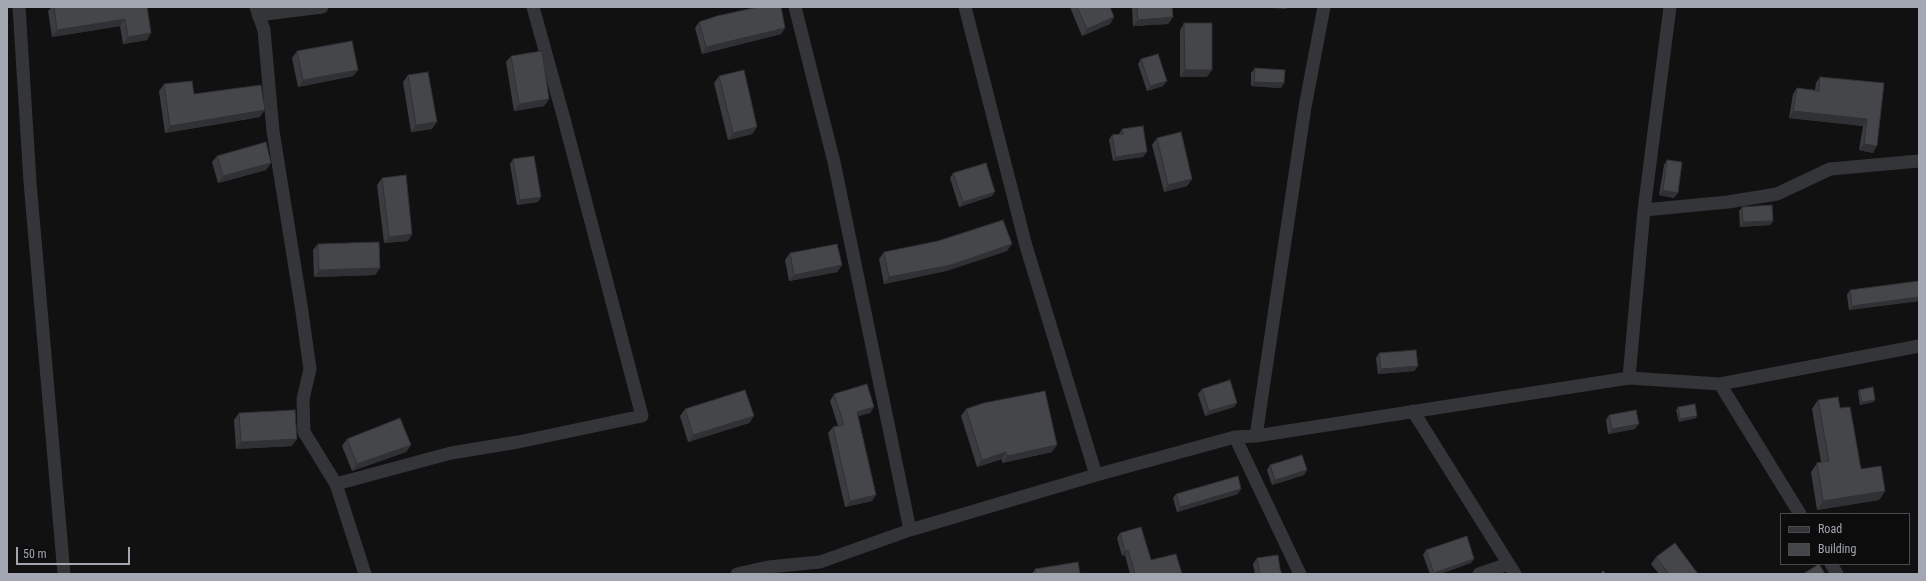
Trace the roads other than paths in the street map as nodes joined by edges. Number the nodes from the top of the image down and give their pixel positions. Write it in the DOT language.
graph roads {
  1 [pos="19,7"];
  2 [pos="322,7"];
  3 [pos="533,7"];
  4 [pos="795,7"];
  5 [pos="965,7"];
  6 [pos="1324,7"];
  7 [pos="1670,7"];
  8 [pos="257,11"];
  9 [pos="1919,161"];
  10 [pos="1644,210"];
  11 [pos="1919,346"];
  12 [pos="1628,378"];
  13 [pos="1720,384"];
  14 [pos="1413,411"];
  15 [pos="1256,436"];
  16 [pos="1235,437"];
  17 [pos="1096,475"];
  18 [pos="336,484"];
  19 [pos="1799,513"];
  20 [pos="910,530"];
  21 [pos="1832,565"];
  22 [pos="818,568"];
  23 [pos="1512,569"];
  24 [pos="64,574"];
  25 [pos="365,574"];
  26 [pos="737,574"];
  27 [pos="1300,574"];
  28 [pos="1479,574"];
  29 [pos="1837,574"];
  1 -- 24 [label="street"];
  2 -- 8 [label="street"];
  3 -- 18 [label="street"];
  4 -- 20 [label="street"];
  5 -- 17 [label="street"];
  6 -- 15 [label="street"];
  7 -- 10 [label="street"];
  8 -- 18 [label="street"];
  9 -- 10 [label="street"];
  10 -- 12 [label="street"];
  11 -- 13 [label="street"];
  12 -- 13 [label="street"];
  12 -- 14 [label="street"];
  13 -- 19 [label="street"];
  14 -- 15 [label="street"];
  14 -- 23 [label="street"];
  15 -- 16 [label="street"];
  16 -- 17 [label="street"];
  16 -- 27 [label="street"];
  17 -- 20 [label="street"];
  18 -- 25 [label="street"];
  20 -- 22 [label="street"];
  21 -- 29 [label="street"];
  22 -- 26 [label="street"];
  23 -- 28 [label="street"];
}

TASK –
Would you write out an exact copy of the entries above, with no images?

TASK SOLUTION –
Trace the roads other than paths in the street map as nodes joined by edges. Number the nodes from the top of the image down and give their pixel positions. Write it in the DOT language.
graph roads {
  1 [pos="19,7"];
  2 [pos="322,7"];
  3 [pos="533,7"];
  4 [pos="795,7"];
  5 [pos="965,7"];
  6 [pos="1324,7"];
  7 [pos="1670,7"];
  8 [pos="257,11"];
  9 [pos="1919,161"];
  10 [pos="1644,210"];
  11 [pos="1919,346"];
  12 [pos="1628,378"];
  13 [pos="1720,384"];
  14 [pos="1413,411"];
  15 [pos="1256,436"];
  16 [pos="1235,437"];
  17 [pos="1096,475"];
  18 [pos="336,484"];
  19 [pos="1799,513"];
  20 [pos="910,530"];
  21 [pos="1832,565"];
  22 [pos="818,568"];
  23 [pos="1512,569"];
  24 [pos="64,574"];
  25 [pos="365,574"];
  26 [pos="737,574"];
  27 [pos="1300,574"];
  28 [pos="1479,574"];
  29 [pos="1837,574"];
  1 -- 24 [label="street"];
  2 -- 8 [label="street"];
  3 -- 18 [label="street"];
  4 -- 20 [label="street"];
  5 -- 17 [label="street"];
  6 -- 15 [label="street"];
  7 -- 10 [label="street"];
  8 -- 18 [label="street"];
  9 -- 10 [label="street"];
  10 -- 12 [label="street"];
  11 -- 13 [label="street"];
  12 -- 13 [label="street"];
  12 -- 14 [label="street"];
  13 -- 19 [label="street"];
  14 -- 15 [label="street"];
  14 -- 23 [label="street"];
  15 -- 16 [label="street"];
  16 -- 17 [label="street"];
  16 -- 27 [label="street"];
  17 -- 20 [label="street"];
  18 -- 25 [label="street"];
  20 -- 22 [label="street"];
  21 -- 29 [label="street"];
  22 -- 26 [label="street"];
  23 -- 28 [label="street"];
}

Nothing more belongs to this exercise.